Task item >> Below are several records. Retype exactly those lines running from the one with "const poly = rows" through the one with "function label(font, color, halo, rows, align", end lines included, and no others.

Supplied data >>
------------------------------------------------------------------------

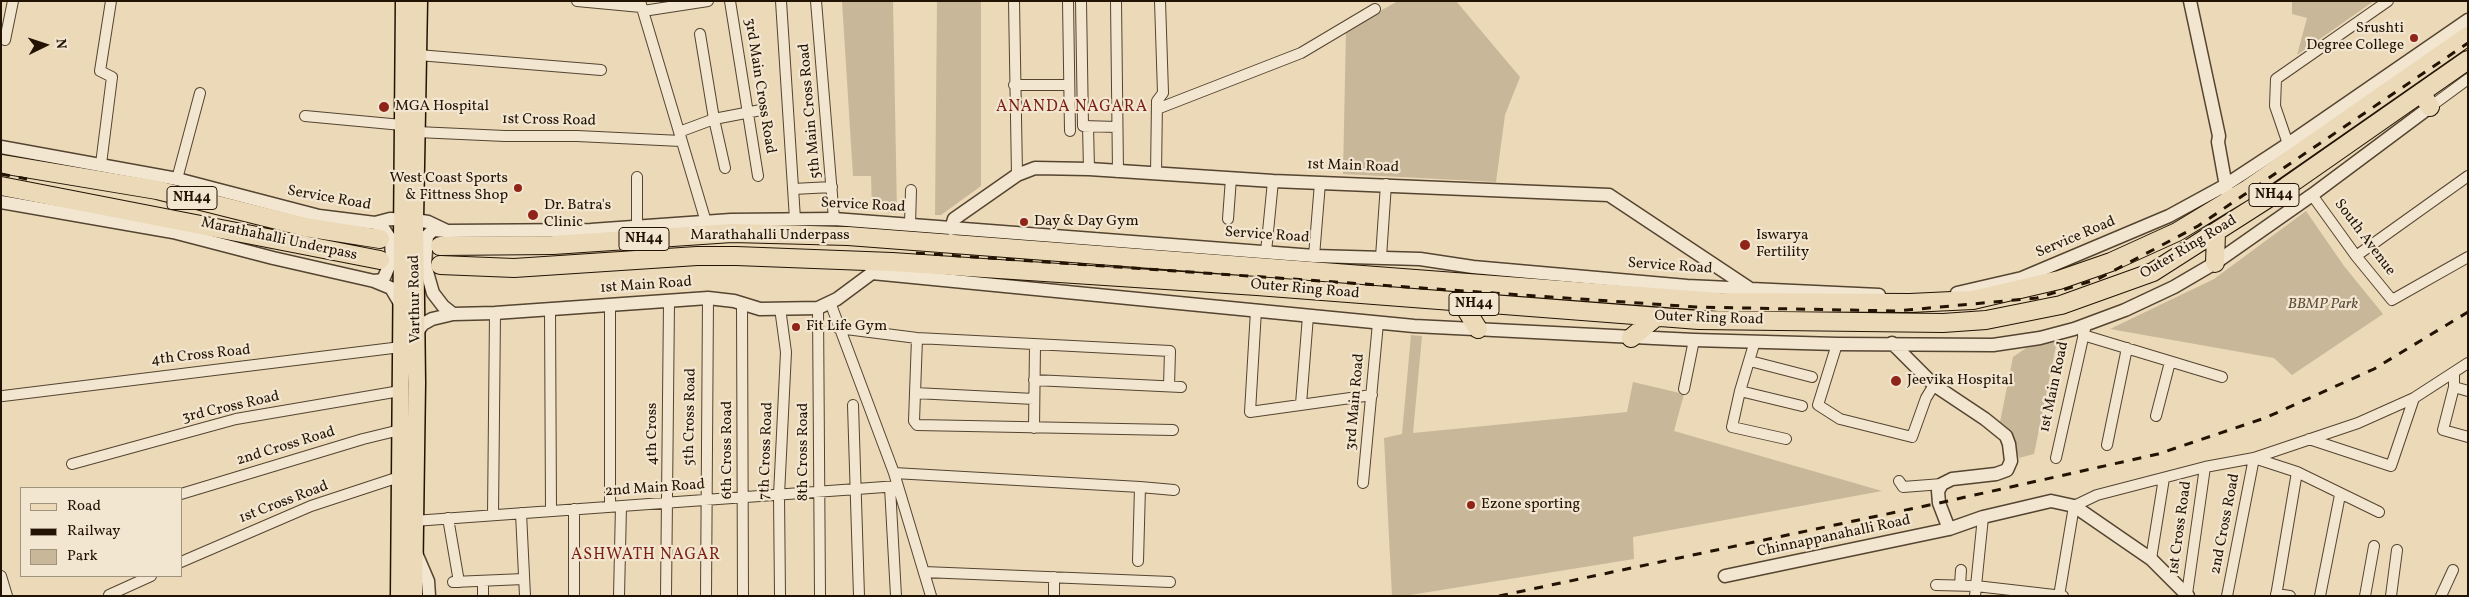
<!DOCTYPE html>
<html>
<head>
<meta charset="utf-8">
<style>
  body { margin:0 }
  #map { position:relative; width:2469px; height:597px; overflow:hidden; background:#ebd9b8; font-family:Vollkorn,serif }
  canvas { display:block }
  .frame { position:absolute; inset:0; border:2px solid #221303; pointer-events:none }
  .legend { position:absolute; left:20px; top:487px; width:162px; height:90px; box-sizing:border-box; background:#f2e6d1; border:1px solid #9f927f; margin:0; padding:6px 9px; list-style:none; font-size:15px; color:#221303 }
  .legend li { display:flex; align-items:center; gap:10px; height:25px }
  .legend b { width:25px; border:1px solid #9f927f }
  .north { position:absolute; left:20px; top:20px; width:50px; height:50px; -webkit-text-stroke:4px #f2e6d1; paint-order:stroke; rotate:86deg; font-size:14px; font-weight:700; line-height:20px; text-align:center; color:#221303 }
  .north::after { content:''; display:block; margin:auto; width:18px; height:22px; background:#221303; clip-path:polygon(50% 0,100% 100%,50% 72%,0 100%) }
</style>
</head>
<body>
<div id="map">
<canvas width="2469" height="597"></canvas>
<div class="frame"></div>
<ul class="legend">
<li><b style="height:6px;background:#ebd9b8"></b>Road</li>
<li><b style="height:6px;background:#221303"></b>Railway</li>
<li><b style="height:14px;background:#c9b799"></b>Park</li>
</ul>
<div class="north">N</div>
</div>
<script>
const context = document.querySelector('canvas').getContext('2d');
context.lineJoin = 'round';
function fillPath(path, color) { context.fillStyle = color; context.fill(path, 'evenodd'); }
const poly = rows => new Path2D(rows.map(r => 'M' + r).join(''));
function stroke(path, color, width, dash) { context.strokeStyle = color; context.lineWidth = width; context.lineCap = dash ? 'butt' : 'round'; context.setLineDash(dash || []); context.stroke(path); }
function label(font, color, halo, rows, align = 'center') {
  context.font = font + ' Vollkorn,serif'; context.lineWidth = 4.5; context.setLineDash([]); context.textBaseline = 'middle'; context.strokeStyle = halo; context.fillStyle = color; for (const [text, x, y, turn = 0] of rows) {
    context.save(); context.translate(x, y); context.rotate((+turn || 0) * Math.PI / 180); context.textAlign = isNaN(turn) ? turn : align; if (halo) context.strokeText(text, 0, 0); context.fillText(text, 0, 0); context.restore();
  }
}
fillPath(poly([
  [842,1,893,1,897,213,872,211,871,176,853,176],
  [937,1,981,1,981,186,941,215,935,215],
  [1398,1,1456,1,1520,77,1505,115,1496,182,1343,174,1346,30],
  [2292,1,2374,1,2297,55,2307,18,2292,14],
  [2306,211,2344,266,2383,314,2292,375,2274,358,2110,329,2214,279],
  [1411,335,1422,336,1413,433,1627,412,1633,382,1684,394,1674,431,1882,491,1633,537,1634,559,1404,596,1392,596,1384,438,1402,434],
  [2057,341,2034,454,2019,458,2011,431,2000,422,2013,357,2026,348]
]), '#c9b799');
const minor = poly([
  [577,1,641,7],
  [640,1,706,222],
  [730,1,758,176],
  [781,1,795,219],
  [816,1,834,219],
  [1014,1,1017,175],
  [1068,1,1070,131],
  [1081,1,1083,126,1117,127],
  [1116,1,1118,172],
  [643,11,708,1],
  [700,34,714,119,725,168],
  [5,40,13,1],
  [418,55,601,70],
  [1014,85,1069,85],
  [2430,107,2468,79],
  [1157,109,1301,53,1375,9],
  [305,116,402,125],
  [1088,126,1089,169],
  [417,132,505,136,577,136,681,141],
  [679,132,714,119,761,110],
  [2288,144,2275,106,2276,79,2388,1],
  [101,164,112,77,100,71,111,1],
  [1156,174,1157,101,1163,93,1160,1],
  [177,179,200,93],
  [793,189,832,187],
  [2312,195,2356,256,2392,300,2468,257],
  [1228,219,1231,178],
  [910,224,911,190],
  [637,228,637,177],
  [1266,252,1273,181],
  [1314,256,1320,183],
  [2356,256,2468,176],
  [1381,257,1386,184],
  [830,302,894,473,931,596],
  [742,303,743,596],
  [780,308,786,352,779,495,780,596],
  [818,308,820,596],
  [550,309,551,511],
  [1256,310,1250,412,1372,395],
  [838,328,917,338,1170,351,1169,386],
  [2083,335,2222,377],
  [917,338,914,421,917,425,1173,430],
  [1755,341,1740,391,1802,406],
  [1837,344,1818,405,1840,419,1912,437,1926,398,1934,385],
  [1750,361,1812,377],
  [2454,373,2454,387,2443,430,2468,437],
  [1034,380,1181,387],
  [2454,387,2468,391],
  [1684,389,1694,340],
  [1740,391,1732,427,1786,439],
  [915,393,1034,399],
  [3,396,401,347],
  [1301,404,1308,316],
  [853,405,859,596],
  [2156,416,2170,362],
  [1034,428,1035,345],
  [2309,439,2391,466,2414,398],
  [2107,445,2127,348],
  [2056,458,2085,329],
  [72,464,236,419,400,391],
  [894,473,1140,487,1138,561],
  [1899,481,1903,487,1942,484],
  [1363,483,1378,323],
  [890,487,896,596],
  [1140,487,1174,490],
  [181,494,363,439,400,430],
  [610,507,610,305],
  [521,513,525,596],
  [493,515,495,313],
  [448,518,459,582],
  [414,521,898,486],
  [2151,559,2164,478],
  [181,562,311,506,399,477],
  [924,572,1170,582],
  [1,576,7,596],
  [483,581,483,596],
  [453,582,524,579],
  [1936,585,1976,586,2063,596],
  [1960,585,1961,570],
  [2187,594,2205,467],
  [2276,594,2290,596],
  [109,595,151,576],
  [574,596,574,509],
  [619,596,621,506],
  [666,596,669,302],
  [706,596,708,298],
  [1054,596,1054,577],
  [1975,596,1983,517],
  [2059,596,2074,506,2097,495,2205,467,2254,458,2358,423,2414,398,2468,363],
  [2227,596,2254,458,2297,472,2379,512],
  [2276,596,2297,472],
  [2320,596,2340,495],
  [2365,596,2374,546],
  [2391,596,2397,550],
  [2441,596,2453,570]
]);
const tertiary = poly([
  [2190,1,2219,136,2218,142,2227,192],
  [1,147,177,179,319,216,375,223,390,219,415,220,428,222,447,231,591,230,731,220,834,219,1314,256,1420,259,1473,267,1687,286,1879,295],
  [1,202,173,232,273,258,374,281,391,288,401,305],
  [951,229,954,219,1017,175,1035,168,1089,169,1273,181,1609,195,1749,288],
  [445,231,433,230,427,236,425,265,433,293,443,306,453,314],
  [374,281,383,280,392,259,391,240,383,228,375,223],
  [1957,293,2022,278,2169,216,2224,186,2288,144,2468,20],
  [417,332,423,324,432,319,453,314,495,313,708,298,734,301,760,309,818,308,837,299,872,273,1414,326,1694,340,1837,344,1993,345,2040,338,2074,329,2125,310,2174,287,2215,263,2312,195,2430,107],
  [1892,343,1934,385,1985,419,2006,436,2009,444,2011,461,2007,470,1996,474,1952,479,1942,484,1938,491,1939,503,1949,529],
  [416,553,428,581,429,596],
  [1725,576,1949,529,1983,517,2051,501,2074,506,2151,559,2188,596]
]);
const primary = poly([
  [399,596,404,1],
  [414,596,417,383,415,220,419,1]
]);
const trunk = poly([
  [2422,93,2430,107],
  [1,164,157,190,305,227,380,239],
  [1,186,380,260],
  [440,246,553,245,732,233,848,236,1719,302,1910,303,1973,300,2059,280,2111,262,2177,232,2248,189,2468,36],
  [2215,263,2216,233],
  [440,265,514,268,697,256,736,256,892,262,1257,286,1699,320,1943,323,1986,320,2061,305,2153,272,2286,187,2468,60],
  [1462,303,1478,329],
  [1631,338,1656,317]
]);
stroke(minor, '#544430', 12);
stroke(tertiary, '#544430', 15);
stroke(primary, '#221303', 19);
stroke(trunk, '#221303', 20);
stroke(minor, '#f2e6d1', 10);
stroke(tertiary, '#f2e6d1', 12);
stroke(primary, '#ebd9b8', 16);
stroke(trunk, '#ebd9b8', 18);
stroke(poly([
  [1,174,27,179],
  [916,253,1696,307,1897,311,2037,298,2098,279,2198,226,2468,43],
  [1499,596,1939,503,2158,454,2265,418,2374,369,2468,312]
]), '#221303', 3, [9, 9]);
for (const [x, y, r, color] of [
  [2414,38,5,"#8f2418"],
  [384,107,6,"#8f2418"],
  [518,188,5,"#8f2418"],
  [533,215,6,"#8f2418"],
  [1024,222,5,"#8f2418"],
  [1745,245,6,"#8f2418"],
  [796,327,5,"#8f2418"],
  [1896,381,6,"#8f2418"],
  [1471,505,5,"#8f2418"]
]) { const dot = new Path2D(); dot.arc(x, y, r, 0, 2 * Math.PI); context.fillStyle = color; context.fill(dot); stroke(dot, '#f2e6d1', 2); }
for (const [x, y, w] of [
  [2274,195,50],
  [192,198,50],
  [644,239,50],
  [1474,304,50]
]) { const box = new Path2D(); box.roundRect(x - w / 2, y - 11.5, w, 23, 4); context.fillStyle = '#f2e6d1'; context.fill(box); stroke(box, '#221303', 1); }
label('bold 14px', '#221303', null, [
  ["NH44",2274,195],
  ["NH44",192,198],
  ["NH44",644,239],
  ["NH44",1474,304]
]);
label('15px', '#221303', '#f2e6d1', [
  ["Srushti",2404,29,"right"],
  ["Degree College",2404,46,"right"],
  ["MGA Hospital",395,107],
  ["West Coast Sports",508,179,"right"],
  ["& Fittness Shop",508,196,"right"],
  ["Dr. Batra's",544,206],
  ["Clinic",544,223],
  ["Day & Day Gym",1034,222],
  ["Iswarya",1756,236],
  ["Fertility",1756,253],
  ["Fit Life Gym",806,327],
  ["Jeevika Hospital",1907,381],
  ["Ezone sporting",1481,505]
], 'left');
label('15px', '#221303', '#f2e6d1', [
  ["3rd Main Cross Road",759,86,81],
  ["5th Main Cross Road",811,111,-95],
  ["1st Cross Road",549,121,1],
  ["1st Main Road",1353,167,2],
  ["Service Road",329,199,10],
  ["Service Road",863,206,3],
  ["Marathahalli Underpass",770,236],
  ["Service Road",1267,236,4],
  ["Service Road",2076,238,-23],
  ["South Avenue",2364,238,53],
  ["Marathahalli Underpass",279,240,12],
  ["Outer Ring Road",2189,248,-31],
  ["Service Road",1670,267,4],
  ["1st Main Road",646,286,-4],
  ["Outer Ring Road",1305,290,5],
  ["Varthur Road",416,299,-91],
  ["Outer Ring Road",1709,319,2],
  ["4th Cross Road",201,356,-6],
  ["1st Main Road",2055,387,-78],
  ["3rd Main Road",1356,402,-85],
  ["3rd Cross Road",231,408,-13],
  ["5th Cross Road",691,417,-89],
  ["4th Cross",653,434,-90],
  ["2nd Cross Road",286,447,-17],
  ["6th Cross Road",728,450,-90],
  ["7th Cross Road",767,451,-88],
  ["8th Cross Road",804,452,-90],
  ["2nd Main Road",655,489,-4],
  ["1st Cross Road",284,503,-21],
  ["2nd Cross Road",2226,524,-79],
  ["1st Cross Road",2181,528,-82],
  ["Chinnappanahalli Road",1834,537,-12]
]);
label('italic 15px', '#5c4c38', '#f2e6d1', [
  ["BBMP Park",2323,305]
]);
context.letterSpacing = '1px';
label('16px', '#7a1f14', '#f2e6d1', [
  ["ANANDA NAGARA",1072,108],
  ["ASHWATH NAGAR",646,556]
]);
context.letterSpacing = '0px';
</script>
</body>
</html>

------------------------------------------------------------------------

Task answer >>
const poly = rows => new Path2D(rows.map(r => 'M' + r).join(''));
function stroke(path, color, width, dash) { context.strokeStyle = color; context.lineWidth = width; context.lineCap = dash ? 'butt' : 'round'; context.setLineDash(dash || []); context.stroke(path); }
function label(font, color, halo, rows, align = 'center') {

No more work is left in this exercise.